Brigham City's Hansen upbeat
about future of auto industry
By Alison Baugh
May 8, 2008 | BRIGHAM CITY -- Filling a car up at
the gas station may hit people’s pocketbooks, but for
Byron Hansen it is affecting his whole life. Hansen
is the owner of a car dealership and has to worry about
gas prices hurting his business.
"I get as frustrated as anyone when I see the gas
bill," Hansen said.
He has to worry about the economy and what adaptations
will come to help cope with the continued increase in
oil prices. The success or failure of the business doesn't
just affect Hansen and his family, Hansen said. The
other 35 employees and their families also depend on
the business. Yet Hansen is rarely seen without a smile
on his face and is always willing to talk to about the
"I'm very optimistic about the future in the auto
industry," Hansen said.
Hansen's love for people carries through all he does.
He began working at the family car dealership in Idaho
when he was about 5 years old, sweeping, taking out
garbage and washing windows. In 1961, the family moved
their business to Brigham City. This is the business
Hansen continues to run today. He enjoys working in
a small town because he gets to know more people and
work with them. "You get to a take a more active role
in your community," Hansen said.
He has been involved with the Rotary Club, the Kiwanis
Club, worked with the city council, the Airport Board
and served as president of the Utah Automobile Association.
Besides being a father, grandfather and owner of a
car dealership, Hansen is also the second counselor
in the stake presidency of his stake. Hansen has been
a member of the Church of Jesus Christ of Latter-day
Saints his entire life and served a two-and-a-half year
mission in Paris, France. Hansen said besides work and
snowmobiling most of his free time is spent fulfilling
his church calling. "It becomes a juggling act," Hansen
said. "You do what you have to do, I guess you get used
As a stake presidency, the three men watch over about
3,000 members. Hansen is able to work with the youth
in preparing camps and youth conferences. He will often
tell stories about his life and give some suggestions,
but allows the youth planning the outings to make the
final decision and solve the problems.
A turning point came for Hansen while he was on his
mission. He said he learned how to work and how to solve
problems on his own. He made lifelong friends with his
companions and continues those friendships with Mitt
Romney and Tom Rosenburg, Tiger Woods’ doctor. Who gets
to have friendship with a presidential candidate and
Tiger's doctor? Hansen asked.
"We stumble into opportunities and we have to be wise
enough to act on them,” Hansen said.
After his mission, Hansen attended the University
of Utah, studying mechanical engineering.

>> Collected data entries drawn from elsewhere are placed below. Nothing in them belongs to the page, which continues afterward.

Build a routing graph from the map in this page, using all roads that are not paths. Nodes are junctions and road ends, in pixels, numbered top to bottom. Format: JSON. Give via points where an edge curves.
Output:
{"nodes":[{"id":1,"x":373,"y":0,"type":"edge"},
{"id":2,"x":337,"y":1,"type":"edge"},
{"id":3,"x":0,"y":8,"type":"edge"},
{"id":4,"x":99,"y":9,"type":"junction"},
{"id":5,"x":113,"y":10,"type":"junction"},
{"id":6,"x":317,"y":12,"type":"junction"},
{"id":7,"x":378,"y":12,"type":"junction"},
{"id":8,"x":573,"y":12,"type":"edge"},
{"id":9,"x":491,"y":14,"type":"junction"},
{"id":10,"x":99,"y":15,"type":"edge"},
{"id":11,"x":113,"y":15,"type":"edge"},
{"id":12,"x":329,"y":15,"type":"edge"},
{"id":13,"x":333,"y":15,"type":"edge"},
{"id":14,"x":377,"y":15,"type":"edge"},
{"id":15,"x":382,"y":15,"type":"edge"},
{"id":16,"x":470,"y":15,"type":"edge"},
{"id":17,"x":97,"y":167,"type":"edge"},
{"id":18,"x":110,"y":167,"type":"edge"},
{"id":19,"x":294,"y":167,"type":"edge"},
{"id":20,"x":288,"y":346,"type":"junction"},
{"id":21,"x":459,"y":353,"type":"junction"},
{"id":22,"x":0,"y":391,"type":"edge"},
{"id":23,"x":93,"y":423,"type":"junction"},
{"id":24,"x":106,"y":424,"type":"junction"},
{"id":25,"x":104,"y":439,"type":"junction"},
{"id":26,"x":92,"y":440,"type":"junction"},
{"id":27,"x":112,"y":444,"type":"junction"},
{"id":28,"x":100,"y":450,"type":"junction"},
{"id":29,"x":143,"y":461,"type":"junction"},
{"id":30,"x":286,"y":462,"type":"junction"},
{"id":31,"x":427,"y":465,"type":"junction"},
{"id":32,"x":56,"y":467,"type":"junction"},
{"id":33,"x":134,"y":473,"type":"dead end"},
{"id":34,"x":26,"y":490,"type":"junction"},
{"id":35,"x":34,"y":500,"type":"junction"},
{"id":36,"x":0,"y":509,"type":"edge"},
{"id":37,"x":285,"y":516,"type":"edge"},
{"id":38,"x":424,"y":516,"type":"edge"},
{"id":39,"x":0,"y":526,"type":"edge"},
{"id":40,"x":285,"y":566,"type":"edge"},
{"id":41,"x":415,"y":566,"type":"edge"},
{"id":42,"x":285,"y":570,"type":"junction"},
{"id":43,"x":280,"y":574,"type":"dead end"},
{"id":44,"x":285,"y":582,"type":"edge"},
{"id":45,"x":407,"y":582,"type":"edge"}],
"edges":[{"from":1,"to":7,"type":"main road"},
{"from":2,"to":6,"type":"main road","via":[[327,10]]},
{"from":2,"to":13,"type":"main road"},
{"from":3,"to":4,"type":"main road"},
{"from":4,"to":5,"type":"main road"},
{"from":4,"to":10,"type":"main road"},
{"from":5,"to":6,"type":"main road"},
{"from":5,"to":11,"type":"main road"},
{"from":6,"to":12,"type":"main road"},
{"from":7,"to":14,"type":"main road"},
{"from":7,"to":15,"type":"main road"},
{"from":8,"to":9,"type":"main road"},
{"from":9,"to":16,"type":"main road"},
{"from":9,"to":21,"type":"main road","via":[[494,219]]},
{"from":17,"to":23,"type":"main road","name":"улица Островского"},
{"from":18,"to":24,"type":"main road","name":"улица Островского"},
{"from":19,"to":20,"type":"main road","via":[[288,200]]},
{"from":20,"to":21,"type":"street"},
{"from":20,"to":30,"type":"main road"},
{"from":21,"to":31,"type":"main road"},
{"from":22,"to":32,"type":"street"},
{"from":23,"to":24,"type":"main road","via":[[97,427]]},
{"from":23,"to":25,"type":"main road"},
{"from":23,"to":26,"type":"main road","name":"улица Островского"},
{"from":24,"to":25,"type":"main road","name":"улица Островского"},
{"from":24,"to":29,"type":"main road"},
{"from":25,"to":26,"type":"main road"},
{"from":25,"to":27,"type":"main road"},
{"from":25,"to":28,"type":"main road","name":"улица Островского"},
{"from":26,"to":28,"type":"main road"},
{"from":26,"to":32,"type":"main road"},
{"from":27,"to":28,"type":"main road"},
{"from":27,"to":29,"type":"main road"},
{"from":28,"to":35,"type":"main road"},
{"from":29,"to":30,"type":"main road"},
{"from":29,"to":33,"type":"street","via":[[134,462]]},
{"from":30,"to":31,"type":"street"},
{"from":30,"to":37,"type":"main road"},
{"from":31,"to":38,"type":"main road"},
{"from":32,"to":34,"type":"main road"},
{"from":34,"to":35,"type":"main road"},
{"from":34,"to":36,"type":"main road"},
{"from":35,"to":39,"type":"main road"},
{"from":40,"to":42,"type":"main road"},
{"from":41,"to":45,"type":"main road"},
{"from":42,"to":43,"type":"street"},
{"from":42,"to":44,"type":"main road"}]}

"I had a childhood love...I was going to get into
aerospace and build moon rockets," Hansen said.
While in his last year, the school approached him
to interview for an intern position in Washington, D.C.
They just needed one more guy in order to get the interviewer
to come, Hansen said with a laugh. It was this "one
more guy" they picked and Hansen went to D.C. working
with the government on experiments with nuclear power.
After a year of this, the government paid for Hansen
to get his master's degree at any college. Hansen said
he applied to many, but went to Stanford, getting his
master's in mechanical engineering.
"Probably the only reason I got into there was the
government influence," Hansen whispered in a side note.
Hansen succeed in school and after graduation, moved
his family to Sunnyville, Calif. to work for General
Electric. After some time the company wanted him to
move to the east coast. It was at this time that Hansen
and his wife decided they wanted to raise their family
in northern Utah and moved back to Brigham City. Hansen
said this has ended up being a good decision.
Aerospace still held an interest to Hansen, yet he
returned to the family business. His two brothers had
dealerships in Idaho and Price, Utah. In 1982, Hansen
bought the Brigham City dealership from his father.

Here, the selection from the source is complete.